Она припарковала машину так, чтобы ее можно было увидеть из офиса; согласно ее плану Пирс должен был выглядеть так, как будто ему надо содержать большую машину и, быть может, расточительную жену. Что ты привязан, сказала она.
— Я подожду здесь, — сказала она.
— Ладно. — Вокруг здания шли заржавленные рельсы, давно не использовавшиеся, через которые проросли чахлые сорняки. На стене надпись, сделанная много десятилетий назад: НЕ СТАВЬТЕ МАШИНУ РЯДОМ СО СТЕНОЙ. Он открыл дверь машины, но помедлил, не в силах выйти.
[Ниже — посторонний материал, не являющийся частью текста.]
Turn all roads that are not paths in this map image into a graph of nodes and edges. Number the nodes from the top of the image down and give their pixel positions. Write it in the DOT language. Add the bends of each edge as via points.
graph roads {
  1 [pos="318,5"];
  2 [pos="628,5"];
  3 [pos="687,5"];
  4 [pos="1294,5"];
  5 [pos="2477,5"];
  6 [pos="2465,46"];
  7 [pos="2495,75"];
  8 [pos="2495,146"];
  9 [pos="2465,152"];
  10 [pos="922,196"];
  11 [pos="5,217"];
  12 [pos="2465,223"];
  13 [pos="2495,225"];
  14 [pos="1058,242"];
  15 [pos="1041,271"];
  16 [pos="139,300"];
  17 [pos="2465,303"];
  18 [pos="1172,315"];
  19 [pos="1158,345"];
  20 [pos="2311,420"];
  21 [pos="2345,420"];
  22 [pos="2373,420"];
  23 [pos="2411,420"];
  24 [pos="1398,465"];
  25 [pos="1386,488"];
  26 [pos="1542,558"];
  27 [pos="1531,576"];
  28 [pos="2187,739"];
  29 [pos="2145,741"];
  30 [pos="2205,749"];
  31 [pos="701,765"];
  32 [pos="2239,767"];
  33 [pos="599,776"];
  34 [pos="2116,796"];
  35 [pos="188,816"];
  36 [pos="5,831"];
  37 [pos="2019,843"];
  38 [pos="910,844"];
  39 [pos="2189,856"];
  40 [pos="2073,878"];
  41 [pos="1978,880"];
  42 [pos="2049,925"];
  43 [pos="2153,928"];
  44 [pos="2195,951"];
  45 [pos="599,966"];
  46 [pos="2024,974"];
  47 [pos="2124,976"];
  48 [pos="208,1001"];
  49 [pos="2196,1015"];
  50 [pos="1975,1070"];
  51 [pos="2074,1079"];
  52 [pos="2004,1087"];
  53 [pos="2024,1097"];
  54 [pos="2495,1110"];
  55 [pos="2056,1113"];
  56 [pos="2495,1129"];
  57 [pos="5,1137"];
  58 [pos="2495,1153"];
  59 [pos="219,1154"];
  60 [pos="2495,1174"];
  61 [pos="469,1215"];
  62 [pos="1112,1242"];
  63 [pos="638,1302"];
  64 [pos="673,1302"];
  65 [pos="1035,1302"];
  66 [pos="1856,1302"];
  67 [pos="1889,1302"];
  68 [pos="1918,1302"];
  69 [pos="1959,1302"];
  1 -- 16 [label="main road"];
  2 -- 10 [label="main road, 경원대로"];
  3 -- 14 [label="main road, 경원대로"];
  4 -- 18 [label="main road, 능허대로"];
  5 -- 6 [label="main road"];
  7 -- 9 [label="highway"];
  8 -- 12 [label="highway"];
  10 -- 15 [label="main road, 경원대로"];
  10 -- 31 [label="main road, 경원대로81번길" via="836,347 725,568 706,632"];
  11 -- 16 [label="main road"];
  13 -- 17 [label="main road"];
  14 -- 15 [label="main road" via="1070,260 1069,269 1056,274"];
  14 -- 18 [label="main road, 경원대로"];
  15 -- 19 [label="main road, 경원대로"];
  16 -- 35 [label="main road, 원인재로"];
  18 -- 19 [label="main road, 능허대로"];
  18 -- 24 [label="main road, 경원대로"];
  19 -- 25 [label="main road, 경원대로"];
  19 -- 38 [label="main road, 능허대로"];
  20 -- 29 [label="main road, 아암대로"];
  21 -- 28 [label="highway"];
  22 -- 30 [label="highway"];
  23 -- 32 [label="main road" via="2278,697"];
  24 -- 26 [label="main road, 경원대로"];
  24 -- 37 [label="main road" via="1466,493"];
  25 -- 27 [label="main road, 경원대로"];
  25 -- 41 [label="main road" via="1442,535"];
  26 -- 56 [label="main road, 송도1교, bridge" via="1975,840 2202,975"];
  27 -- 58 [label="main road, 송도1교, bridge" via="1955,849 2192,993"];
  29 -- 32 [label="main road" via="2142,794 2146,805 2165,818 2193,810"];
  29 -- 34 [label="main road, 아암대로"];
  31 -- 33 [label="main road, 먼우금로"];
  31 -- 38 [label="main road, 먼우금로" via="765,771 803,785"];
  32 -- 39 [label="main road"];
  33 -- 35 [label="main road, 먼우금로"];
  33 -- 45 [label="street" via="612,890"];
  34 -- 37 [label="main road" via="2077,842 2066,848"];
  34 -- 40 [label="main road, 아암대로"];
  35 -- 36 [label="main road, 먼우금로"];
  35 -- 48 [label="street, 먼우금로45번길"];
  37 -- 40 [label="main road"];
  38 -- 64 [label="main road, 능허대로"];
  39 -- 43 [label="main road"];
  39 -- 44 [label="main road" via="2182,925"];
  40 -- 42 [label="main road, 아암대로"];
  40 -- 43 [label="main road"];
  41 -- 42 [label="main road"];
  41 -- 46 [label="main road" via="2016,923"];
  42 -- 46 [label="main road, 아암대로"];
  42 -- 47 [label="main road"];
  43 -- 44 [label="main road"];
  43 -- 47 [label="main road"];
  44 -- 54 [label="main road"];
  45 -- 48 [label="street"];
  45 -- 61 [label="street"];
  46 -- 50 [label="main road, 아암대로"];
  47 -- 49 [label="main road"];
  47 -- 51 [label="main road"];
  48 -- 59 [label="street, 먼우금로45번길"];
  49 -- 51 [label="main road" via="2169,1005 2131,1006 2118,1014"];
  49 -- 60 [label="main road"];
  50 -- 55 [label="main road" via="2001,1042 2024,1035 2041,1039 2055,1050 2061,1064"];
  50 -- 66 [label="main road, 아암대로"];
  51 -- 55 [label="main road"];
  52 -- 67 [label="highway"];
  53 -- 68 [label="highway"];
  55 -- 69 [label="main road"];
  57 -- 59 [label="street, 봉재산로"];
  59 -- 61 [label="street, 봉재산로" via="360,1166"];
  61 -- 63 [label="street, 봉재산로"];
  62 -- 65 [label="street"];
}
— Вот, — сказала она, снимая незамысловатое золотое кольцо с пальца правой руки и надевая его на безымянный палец левой руки Пирса. Если бы кто-то захотел узнать, подумал Пирс, этот палец называется
— Ладно, — сказал он и вышел из машины.
Под окнами отдела кадров стояли цветочные горшки, в которых росли герани — конечно, не настоящие, и дверь говорила: ДОБРО ПОЖАЛОВАТЬ. Но это было дно: этот мрачный двор, скрепленная цепью изгородь. Он попал на дно: как странно было понимать это. Все, все, что он когда-то начал или видел в будущем, или ожидал от судьбы, все в прошлом, потеряно, выброшено, разорвано. И нет покоя[531]
. Он считал возможным, даже вероятным, что он поселится в «Объятиях Морфея» и впредь будет работать здесь, если его примут, конечно. Многие так сделали.Дно. Почему же его сердце так спокойно, а взгляд так ясен; и что за новый холодный воздух он вдыхает? Он оглянулся на «пуму», беззаботно махнул рукой и увидел твердое лицо Ру и большой палец, поднятый вверх: предостережение и ободрение.
Пирс проработал в «Американских Пластмассовых Новинках» шесть месяцев, а не два, главным образом упаковывая и отправляя, но иногда и на сборке, комплектуя игрушки, дешевые «подарки» и вещи, вероятно, бывшие частью других вещей, природу которых он не мог угадать, и их загадочность отзывалась тупой болью в голове все время, пока он занимался ими; больше никого из рабочих не волновало, чем это могло быть, и они, кажется, удивлялись его любопытству.
Ру оказалась права — начальство не интересовалось его прошлым. Люди на конвейере тоже были осторожны с личными вопросами, но скорее от безразличия, чем из деликатности; в любом случае, он не хотел много рассказывать, как и некоторые из них. Те мелочи, которые они у него выпытали, дали им возможность классифицировать его и даже дать кличку (Ковбой, только из-за сигарет, которыми он дымил в перерывах; так, шутка). Им, кажется, хватало и тех немногих мелочей, которые они знали друг о друге и которые передавались от человека к человеку.